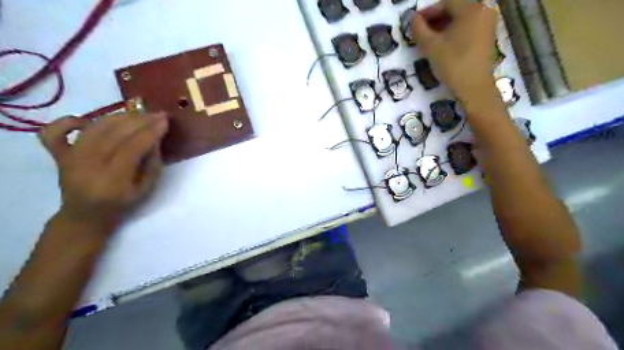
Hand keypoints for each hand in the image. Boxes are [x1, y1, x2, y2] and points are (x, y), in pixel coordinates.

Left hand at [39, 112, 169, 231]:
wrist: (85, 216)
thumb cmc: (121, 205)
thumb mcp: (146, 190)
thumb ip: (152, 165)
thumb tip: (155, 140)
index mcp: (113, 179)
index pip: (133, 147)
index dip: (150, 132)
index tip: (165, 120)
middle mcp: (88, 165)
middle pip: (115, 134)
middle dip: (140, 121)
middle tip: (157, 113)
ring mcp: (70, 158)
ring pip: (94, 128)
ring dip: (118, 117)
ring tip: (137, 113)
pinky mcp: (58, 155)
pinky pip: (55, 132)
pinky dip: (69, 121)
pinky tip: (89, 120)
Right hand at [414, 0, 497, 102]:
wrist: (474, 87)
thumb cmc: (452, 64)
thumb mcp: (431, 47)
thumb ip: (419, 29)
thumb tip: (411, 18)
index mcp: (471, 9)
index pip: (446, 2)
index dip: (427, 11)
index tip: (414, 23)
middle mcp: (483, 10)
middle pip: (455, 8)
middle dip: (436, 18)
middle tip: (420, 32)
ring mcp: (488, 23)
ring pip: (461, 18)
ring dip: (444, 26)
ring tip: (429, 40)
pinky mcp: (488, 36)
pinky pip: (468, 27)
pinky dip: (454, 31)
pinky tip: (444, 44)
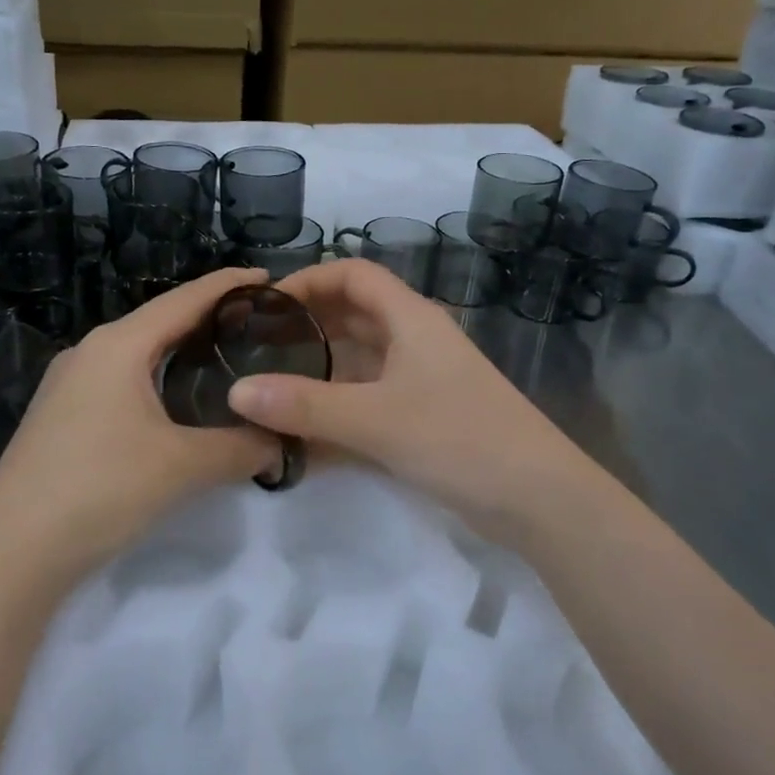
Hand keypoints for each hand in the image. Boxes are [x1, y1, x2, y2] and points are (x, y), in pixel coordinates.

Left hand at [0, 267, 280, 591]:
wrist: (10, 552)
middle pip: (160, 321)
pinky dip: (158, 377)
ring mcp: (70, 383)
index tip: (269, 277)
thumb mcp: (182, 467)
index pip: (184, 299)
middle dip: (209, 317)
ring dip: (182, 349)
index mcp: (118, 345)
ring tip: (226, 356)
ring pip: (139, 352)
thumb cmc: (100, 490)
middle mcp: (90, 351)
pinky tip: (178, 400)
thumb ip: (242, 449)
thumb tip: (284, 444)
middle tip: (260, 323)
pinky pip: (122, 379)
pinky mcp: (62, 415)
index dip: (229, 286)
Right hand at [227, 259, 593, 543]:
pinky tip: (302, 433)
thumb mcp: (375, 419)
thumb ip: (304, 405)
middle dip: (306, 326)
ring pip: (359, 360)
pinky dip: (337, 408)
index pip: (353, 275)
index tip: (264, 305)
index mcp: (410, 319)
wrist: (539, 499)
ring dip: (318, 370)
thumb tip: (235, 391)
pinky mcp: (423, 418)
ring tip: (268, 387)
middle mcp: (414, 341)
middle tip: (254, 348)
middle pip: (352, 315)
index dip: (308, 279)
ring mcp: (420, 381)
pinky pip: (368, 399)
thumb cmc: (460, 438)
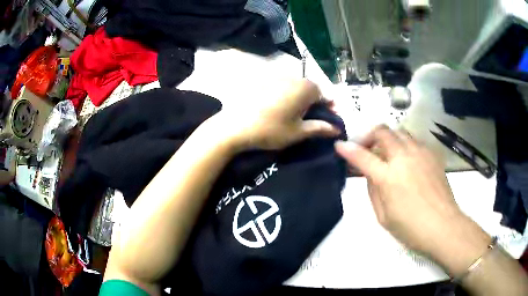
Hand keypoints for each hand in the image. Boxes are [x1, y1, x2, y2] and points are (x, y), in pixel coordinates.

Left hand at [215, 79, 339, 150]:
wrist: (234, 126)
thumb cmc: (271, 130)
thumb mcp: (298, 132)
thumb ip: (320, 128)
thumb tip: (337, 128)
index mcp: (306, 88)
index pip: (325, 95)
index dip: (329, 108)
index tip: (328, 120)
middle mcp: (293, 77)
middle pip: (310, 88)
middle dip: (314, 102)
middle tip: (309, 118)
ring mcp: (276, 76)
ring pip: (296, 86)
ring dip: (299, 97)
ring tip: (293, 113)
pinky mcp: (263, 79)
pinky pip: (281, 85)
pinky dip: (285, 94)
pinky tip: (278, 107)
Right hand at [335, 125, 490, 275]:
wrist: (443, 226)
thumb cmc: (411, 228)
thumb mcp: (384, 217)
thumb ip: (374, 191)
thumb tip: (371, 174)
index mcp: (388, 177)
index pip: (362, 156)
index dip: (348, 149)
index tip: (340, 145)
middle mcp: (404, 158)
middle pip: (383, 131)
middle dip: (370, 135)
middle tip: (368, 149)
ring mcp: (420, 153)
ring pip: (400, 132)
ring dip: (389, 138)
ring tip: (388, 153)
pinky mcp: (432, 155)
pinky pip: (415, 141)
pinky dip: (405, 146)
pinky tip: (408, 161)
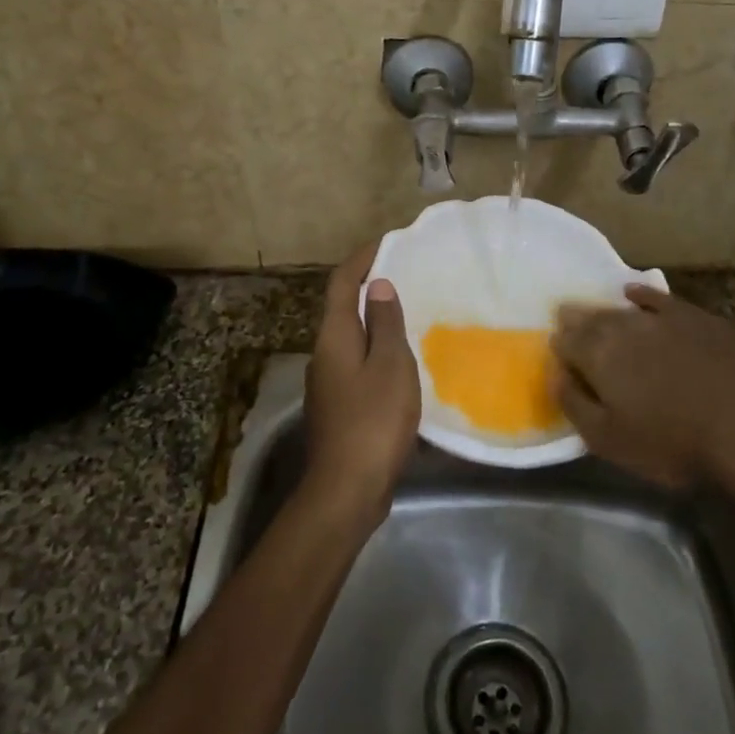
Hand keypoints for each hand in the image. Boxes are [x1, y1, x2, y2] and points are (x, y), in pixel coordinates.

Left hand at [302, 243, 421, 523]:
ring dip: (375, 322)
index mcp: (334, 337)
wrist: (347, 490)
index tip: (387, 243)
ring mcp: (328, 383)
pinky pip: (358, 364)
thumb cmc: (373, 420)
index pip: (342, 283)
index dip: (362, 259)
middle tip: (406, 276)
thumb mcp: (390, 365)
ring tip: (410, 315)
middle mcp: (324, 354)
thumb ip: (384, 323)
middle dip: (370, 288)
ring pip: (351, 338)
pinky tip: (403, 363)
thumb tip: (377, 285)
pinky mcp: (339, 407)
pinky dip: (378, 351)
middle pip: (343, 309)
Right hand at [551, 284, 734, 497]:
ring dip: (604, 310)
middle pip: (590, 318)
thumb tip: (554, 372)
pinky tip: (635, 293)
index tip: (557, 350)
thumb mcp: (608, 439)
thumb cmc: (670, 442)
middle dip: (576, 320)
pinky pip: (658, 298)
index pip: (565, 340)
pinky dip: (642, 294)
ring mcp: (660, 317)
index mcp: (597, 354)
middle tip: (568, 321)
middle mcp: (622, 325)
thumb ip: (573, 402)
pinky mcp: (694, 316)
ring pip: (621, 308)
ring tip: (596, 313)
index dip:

####################

-- Work task --
Pictures are to be left out; repeat all the remaining data exactly.

-- Result of this task --
Hand keypoints for each hand in the image. Boxes are [x1, y1, x2, y2] and points are (x, y), in pixel coordinates.

Left hand at [39, 112, 169, 231]:
wrist: (85, 216)
thumb cmc: (121, 205)
thumb mcp: (146, 190)
thumb ip: (152, 165)
thumb tip: (155, 140)
index mcp: (113, 179)
index pip: (133, 147)
index dip: (150, 132)
index tip: (165, 120)
middle mcp: (88, 165)
middle pip: (115, 134)
middle dip: (140, 121)
middle tip: (157, 113)
ring mcp: (70, 158)
ring pip: (94, 128)
ring dip: (118, 117)
ring tip: (137, 113)
pinky mcp: (58, 155)
pinky pip: (55, 132)
pinky dip: (69, 121)
pinky tip: (89, 120)
Right hand at [414, 0, 497, 102]:
wrist: (474, 87)
thumb cmc: (452, 64)
thumb mcp: (431, 47)
thumb ip: (419, 29)
thumb tip: (411, 18)
index mcp: (471, 9)
index pip: (446, 2)
index dip: (427, 11)
index tip: (414, 23)
middle mcp: (483, 10)
middle pip: (455, 8)
middle dip: (436, 18)
middle tip: (420, 32)
ring mcp: (488, 23)
ring pip: (461, 18)
ring dip: (444, 26)
ring tip: (429, 40)
pinky mcp: (488, 36)
pinky pip: (468, 27)
pinky dip: (454, 31)
pinky tip: (444, 44)
Hand keypoints for each hand in the image. Boxes are [x1, y1, x2, y2] and points are (x, y), in pixel coordinates.

Left hand at [0, 267, 280, 591]:
wrist: (10, 552)
middle pip: (160, 321)
pinky dip: (158, 377)
ring mcp: (70, 383)
index tip: (269, 277)
thumb mcp: (182, 467)
index pip: (184, 299)
middle dip: (209, 317)
ring dip: (182, 349)
index mcp: (118, 345)
ring tip: (226, 356)
ring pip: (139, 352)
thumb cmc: (100, 490)
middle mcp: (90, 351)
pinky tip: (178, 400)
thumb ip: (242, 449)
thumb tip: (284, 444)
middle tip: (260, 323)
pinky pip: (122, 379)
pinky mcp: (62, 415)
index dip: (229, 286)
Right hand at [227, 259, 593, 543]:
pinky tip: (302, 433)
thumb mcp: (375, 419)
thumb ip: (304, 405)
middle dip: (306, 326)
ring pip: (359, 360)
pinky dip: (337, 408)
index pip: (353, 275)
index tip: (264, 305)
index mcp: (410, 319)
wrist: (539, 499)
ring dip: (318, 370)
thumb tip: (235, 391)
pinky mcp: (423, 418)
ring tip: (268, 387)
middle mcp: (414, 341)
middle tip: (254, 348)
middle pip: (352, 315)
index dip: (308, 279)
ring mcp: (420, 381)
pinky pip: (368, 399)
thumb cmc: (460, 438)
Hand keypoints for each hand in the image. Boxes are [x1, y1, x2, y2] and points are (x, y), in pixel coordinates.

Left hand at [215, 79, 339, 150]:
wrist: (234, 126)
thumb cmc: (271, 130)
thumb mcp: (298, 132)
thumb ip: (320, 128)
thumb tip: (337, 128)
index mcp: (306, 88)
index pip: (325, 95)
index dip: (329, 108)
index tip: (328, 120)
middle mcp: (293, 77)
middle pip: (310, 88)
middle dip: (314, 102)
middle tip: (309, 118)
ring mcp: (276, 76)
ring pip: (296, 86)
ring dip: (299, 97)
ring tip: (293, 113)
pinky mcp: (263, 79)
pinky pip: (281, 85)
pinky dip: (285, 94)
pinky tip: (278, 107)
Right hand at [335, 125, 490, 275]:
wrist: (443, 226)
thumb cmc: (411, 228)
thumb mcp: (384, 217)
thumb ip: (374, 191)
thumb tip: (371, 174)
index mcp: (388, 177)
index pip: (362, 156)
index dip: (348, 149)
index tip: (340, 145)
middle mcp: (404, 158)
middle pip: (383, 131)
middle dip: (370, 135)
middle tip: (368, 149)
ring mcp: (420, 153)
ring pip: (400, 132)
ring dip: (389, 138)
ring tip: (388, 153)
pinky mcp: (432, 155)
pinky pip: (415, 141)
pinky dip: (405, 146)
pinky tip: (408, 161)
Hand keypoints for each hand in the image. Boxes are [x1, y1, x2, y2] and points are (x, y), in pixel coordinates.

Left hand at [302, 243, 421, 523]:
ring dip: (375, 322)
index mcp: (334, 337)
wrist: (347, 490)
index tip: (387, 243)
ring mcp: (328, 383)
pinky pip: (358, 364)
thumb cmc: (373, 420)
index pip: (342, 283)
index dip: (362, 259)
middle tip: (406, 276)
thumb mcp: (390, 365)
ring tip: (410, 315)
middle mcp: (324, 354)
thumb ip: (384, 323)
middle dip: (370, 288)
ring pip: (351, 338)
pinky tip: (403, 363)
thumb tip: (377, 285)
pinky mcp: (339, 407)
pinky dip: (378, 351)
middle pip: (343, 309)
Right hand at [551, 284, 734, 497]:
ring dip: (604, 310)
middle pip: (590, 318)
thumb tip: (554, 372)
pinky tip: (635, 293)
index tip: (557, 350)
thumb mcp: (608, 439)
thumb cmc: (670, 442)
middle dip: (576, 320)
pinky pip: (658, 298)
index pip: (565, 340)
pinky dip: (642, 294)
ring mcp: (660, 317)
index mcp: (597, 354)
middle tip: (568, 321)
middle mcp: (622, 325)
thumb ip: (573, 402)
pinky mcp: (694, 316)
ring pip: (621, 308)
ring tip: (596, 313)
index dip:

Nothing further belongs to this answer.